[Start of section]
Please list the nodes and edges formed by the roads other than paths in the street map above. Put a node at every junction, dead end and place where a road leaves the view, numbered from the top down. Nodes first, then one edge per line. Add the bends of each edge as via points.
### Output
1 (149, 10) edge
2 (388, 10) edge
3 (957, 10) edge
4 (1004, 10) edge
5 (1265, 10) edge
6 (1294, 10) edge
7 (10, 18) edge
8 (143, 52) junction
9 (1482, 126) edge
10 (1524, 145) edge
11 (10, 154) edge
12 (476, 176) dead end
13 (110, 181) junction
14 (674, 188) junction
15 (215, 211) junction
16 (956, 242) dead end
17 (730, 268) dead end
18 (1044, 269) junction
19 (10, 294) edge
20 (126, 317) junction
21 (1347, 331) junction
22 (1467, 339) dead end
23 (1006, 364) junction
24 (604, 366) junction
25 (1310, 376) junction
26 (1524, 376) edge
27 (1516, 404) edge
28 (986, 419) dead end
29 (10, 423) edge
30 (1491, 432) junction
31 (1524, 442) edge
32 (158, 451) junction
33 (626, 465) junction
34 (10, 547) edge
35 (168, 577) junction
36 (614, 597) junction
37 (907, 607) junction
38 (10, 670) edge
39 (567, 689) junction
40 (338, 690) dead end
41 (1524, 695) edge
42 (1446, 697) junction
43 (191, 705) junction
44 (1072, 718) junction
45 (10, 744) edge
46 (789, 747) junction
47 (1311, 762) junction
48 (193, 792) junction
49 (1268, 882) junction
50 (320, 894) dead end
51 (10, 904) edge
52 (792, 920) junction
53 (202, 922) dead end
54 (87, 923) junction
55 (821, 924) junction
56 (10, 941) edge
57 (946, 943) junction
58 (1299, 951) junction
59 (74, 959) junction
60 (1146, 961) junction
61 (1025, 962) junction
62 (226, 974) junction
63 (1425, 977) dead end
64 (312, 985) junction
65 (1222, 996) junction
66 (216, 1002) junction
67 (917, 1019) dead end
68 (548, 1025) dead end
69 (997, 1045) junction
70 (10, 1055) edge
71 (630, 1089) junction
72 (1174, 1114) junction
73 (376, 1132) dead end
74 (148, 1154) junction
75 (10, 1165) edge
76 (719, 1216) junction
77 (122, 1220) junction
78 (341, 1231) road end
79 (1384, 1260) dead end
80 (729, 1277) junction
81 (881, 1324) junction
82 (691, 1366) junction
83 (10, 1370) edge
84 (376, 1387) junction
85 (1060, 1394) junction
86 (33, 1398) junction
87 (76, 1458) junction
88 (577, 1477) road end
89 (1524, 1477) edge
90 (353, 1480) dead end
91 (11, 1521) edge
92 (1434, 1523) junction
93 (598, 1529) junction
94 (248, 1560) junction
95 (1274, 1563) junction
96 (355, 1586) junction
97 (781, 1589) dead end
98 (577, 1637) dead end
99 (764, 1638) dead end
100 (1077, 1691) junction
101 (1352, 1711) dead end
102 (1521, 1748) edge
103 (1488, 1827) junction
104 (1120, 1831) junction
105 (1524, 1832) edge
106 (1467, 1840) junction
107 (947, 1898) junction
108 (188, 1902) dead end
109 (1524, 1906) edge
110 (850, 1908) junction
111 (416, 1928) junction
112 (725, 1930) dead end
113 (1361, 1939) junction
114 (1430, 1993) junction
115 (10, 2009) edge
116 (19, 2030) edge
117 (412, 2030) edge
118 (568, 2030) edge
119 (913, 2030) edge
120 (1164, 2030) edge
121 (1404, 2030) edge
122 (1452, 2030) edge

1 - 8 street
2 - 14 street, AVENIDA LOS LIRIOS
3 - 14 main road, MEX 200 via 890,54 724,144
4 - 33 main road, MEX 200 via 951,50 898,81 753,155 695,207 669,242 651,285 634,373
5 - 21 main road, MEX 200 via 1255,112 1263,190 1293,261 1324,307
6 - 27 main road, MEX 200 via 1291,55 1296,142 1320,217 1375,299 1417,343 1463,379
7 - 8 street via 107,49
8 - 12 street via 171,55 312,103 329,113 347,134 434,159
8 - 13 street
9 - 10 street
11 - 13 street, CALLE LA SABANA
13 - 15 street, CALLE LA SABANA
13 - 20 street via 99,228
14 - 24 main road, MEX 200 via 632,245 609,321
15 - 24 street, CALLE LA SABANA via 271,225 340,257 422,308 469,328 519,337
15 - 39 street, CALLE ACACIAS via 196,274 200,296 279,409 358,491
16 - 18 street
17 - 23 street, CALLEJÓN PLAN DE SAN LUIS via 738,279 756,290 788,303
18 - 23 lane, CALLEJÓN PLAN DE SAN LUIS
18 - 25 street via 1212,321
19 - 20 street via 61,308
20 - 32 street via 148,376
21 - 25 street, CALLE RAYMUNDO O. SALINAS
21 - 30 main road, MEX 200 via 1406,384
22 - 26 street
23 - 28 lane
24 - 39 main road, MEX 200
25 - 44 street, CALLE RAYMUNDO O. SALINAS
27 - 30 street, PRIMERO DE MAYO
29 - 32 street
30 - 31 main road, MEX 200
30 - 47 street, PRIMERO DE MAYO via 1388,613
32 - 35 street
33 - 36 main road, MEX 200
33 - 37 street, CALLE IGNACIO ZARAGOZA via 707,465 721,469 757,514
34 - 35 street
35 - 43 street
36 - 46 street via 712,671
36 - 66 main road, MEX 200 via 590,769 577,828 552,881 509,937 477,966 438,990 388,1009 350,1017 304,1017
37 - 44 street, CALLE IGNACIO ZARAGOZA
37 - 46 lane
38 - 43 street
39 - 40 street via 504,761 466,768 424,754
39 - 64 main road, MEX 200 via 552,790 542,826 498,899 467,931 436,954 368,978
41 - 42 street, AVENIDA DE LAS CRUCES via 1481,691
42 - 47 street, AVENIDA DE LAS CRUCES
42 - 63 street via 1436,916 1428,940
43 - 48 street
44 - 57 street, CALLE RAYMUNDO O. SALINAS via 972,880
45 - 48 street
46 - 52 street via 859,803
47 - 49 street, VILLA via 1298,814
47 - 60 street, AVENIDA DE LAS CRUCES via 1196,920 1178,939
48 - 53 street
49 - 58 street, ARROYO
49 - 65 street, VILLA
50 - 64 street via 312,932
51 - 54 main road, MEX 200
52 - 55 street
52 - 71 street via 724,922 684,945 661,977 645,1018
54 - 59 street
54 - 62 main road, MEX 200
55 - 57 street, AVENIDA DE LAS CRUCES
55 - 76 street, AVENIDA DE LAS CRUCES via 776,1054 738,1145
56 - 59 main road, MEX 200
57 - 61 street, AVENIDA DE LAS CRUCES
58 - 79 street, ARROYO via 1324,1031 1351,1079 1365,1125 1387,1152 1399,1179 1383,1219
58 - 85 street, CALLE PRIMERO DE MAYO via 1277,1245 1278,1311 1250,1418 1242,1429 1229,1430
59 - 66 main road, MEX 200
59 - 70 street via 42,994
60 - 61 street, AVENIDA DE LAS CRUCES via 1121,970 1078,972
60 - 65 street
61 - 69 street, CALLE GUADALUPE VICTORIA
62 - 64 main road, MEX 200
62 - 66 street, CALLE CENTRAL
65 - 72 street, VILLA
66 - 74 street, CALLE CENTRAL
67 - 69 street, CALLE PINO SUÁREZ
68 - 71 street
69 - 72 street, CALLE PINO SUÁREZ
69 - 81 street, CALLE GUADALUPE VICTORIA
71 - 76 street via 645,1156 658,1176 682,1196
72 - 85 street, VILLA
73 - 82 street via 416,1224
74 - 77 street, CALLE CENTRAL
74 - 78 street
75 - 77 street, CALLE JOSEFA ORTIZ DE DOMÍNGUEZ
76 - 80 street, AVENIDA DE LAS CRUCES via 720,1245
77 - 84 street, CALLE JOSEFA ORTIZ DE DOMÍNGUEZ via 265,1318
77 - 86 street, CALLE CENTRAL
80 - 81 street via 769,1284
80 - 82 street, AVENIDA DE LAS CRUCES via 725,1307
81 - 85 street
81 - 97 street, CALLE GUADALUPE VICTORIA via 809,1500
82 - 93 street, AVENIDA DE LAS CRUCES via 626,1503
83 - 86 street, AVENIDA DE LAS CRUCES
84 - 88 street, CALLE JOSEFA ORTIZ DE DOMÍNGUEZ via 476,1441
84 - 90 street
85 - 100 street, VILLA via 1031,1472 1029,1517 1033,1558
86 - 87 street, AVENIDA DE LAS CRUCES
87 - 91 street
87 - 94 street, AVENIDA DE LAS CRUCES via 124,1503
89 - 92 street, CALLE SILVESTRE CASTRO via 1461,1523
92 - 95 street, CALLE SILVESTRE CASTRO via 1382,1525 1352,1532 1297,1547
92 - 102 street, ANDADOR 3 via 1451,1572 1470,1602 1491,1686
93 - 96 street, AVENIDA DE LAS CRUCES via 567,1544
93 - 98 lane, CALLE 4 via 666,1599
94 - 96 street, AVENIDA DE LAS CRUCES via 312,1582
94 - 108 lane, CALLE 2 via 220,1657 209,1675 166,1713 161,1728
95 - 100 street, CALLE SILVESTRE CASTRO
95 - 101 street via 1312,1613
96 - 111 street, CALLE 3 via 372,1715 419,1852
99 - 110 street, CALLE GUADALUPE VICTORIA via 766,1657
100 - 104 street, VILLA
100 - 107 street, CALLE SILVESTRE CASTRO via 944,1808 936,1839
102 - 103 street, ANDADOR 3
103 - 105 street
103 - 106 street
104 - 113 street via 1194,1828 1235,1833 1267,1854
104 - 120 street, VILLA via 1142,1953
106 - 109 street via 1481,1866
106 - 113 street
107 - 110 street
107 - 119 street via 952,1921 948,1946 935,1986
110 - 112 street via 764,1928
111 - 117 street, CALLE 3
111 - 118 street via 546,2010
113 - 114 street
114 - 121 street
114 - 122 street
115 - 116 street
[End of section]
#### Work to be completed:
Find all lines holding the word "VICTORIA" in the records above and copy them.

#### Solution for this exercise:
61 - 69 street, CALLE GUADALUPE VICTORIA
69 - 81 street, CALLE GUADALUPE VICTORIA
81 - 97 street, CALLE GUADALUPE VICTORIA via 809,1500
99 - 110 street, CALLE GUADALUPE VICTORIA via 766,1657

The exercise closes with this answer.